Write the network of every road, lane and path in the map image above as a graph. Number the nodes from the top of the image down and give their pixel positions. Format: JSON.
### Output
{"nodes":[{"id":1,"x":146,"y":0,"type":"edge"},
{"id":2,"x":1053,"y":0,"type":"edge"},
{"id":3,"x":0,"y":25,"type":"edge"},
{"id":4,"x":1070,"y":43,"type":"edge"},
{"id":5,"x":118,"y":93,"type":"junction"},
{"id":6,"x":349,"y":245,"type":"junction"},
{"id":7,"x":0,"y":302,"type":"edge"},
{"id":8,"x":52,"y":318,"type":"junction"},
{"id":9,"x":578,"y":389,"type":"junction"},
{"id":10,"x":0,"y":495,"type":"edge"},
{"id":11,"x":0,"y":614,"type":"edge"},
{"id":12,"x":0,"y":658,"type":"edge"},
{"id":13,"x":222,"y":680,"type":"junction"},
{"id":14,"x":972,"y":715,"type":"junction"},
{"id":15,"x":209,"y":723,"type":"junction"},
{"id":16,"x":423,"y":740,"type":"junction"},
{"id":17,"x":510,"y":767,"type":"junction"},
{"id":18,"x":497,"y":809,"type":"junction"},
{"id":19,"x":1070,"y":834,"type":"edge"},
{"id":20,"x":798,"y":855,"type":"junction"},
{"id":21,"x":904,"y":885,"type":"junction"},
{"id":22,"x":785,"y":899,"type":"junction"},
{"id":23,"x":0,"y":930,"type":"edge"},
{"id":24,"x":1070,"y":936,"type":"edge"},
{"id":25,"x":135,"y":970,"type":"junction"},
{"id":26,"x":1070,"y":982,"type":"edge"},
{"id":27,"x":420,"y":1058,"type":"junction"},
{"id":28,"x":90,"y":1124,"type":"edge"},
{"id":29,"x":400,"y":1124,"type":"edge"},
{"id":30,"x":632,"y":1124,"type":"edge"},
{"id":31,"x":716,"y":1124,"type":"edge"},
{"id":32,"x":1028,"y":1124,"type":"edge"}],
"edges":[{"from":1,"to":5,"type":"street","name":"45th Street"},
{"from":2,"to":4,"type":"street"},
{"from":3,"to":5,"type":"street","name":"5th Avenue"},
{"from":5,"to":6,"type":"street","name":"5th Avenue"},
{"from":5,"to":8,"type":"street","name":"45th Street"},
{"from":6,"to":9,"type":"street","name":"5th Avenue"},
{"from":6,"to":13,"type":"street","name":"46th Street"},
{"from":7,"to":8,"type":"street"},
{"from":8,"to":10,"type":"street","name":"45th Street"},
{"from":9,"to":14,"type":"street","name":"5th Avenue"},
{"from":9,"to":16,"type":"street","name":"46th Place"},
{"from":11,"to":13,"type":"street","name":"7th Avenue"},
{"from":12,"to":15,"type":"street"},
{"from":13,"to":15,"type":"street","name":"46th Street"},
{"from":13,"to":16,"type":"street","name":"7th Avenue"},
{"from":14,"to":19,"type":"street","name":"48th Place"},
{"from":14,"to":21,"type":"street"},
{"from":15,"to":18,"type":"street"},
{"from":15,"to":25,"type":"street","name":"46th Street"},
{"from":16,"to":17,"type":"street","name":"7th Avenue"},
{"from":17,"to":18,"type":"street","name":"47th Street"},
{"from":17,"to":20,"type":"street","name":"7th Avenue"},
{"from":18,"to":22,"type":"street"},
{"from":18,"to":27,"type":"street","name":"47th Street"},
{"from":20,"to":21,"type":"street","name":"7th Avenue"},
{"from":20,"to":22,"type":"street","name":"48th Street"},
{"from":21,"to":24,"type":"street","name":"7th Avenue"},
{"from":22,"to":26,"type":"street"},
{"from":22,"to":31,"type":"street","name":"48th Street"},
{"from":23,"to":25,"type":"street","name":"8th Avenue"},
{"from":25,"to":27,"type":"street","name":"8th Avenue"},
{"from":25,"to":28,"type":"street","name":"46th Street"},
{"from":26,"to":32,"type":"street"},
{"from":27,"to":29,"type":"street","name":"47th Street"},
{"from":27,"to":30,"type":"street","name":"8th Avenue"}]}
* * * * * * *
(Task description)
Print all the lines exactly as they occur in the listing.

(Result for this task)
Write the network of every road, lane and path in the map image above as a graph. Number the nodes from the top of the image down and give their pixel positions. Format: JSON.
### Output
{"nodes":[{"id":1,"x":146,"y":0,"type":"edge"},
{"id":2,"x":1053,"y":0,"type":"edge"},
{"id":3,"x":0,"y":25,"type":"edge"},
{"id":4,"x":1070,"y":43,"type":"edge"},
{"id":5,"x":118,"y":93,"type":"junction"},
{"id":6,"x":349,"y":245,"type":"junction"},
{"id":7,"x":0,"y":302,"type":"edge"},
{"id":8,"x":52,"y":318,"type":"junction"},
{"id":9,"x":578,"y":389,"type":"junction"},
{"id":10,"x":0,"y":495,"type":"edge"},
{"id":11,"x":0,"y":614,"type":"edge"},
{"id":12,"x":0,"y":658,"type":"edge"},
{"id":13,"x":222,"y":680,"type":"junction"},
{"id":14,"x":972,"y":715,"type":"junction"},
{"id":15,"x":209,"y":723,"type":"junction"},
{"id":16,"x":423,"y":740,"type":"junction"},
{"id":17,"x":510,"y":767,"type":"junction"},
{"id":18,"x":497,"y":809,"type":"junction"},
{"id":19,"x":1070,"y":834,"type":"edge"},
{"id":20,"x":798,"y":855,"type":"junction"},
{"id":21,"x":904,"y":885,"type":"junction"},
{"id":22,"x":785,"y":899,"type":"junction"},
{"id":23,"x":0,"y":930,"type":"edge"},
{"id":24,"x":1070,"y":936,"type":"edge"},
{"id":25,"x":135,"y":970,"type":"junction"},
{"id":26,"x":1070,"y":982,"type":"edge"},
{"id":27,"x":420,"y":1058,"type":"junction"},
{"id":28,"x":90,"y":1124,"type":"edge"},
{"id":29,"x":400,"y":1124,"type":"edge"},
{"id":30,"x":632,"y":1124,"type":"edge"},
{"id":31,"x":716,"y":1124,"type":"edge"},
{"id":32,"x":1028,"y":1124,"type":"edge"}],
"edges":[{"from":1,"to":5,"type":"street","name":"45th Street"},
{"from":2,"to":4,"type":"street"},
{"from":3,"to":5,"type":"street","name":"5th Avenue"},
{"from":5,"to":6,"type":"street","name":"5th Avenue"},
{"from":5,"to":8,"type":"street","name":"45th Street"},
{"from":6,"to":9,"type":"street","name":"5th Avenue"},
{"from":6,"to":13,"type":"street","name":"46th Street"},
{"from":7,"to":8,"type":"street"},
{"from":8,"to":10,"type":"street","name":"45th Street"},
{"from":9,"to":14,"type":"street","name":"5th Avenue"},
{"from":9,"to":16,"type":"street","name":"46th Place"},
{"from":11,"to":13,"type":"street","name":"7th Avenue"},
{"from":12,"to":15,"type":"street"},
{"from":13,"to":15,"type":"street","name":"46th Street"},
{"from":13,"to":16,"type":"street","name":"7th Avenue"},
{"from":14,"to":19,"type":"street","name":"48th Place"},
{"from":14,"to":21,"type":"street"},
{"from":15,"to":18,"type":"street"},
{"from":15,"to":25,"type":"street","name":"46th Street"},
{"from":16,"to":17,"type":"street","name":"7th Avenue"},
{"from":17,"to":18,"type":"street","name":"47th Street"},
{"from":17,"to":20,"type":"street","name":"7th Avenue"},
{"from":18,"to":22,"type":"street"},
{"from":18,"to":27,"type":"street","name":"47th Street"},
{"from":20,"to":21,"type":"street","name":"7th Avenue"},
{"from":20,"to":22,"type":"street","name":"48th Street"},
{"from":21,"to":24,"type":"street","name":"7th Avenue"},
{"from":22,"to":26,"type":"street"},
{"from":22,"to":31,"type":"street","name":"48th Street"},
{"from":23,"to":25,"type":"street","name":"8th Avenue"},
{"from":25,"to":27,"type":"street","name":"8th Avenue"},
{"from":25,"to":28,"type":"street","name":"46th Street"},
{"from":26,"to":32,"type":"street"},
{"from":27,"to":29,"type":"street","name":"47th Street"},
{"from":27,"to":30,"type":"street","name":"8th Avenue"}]}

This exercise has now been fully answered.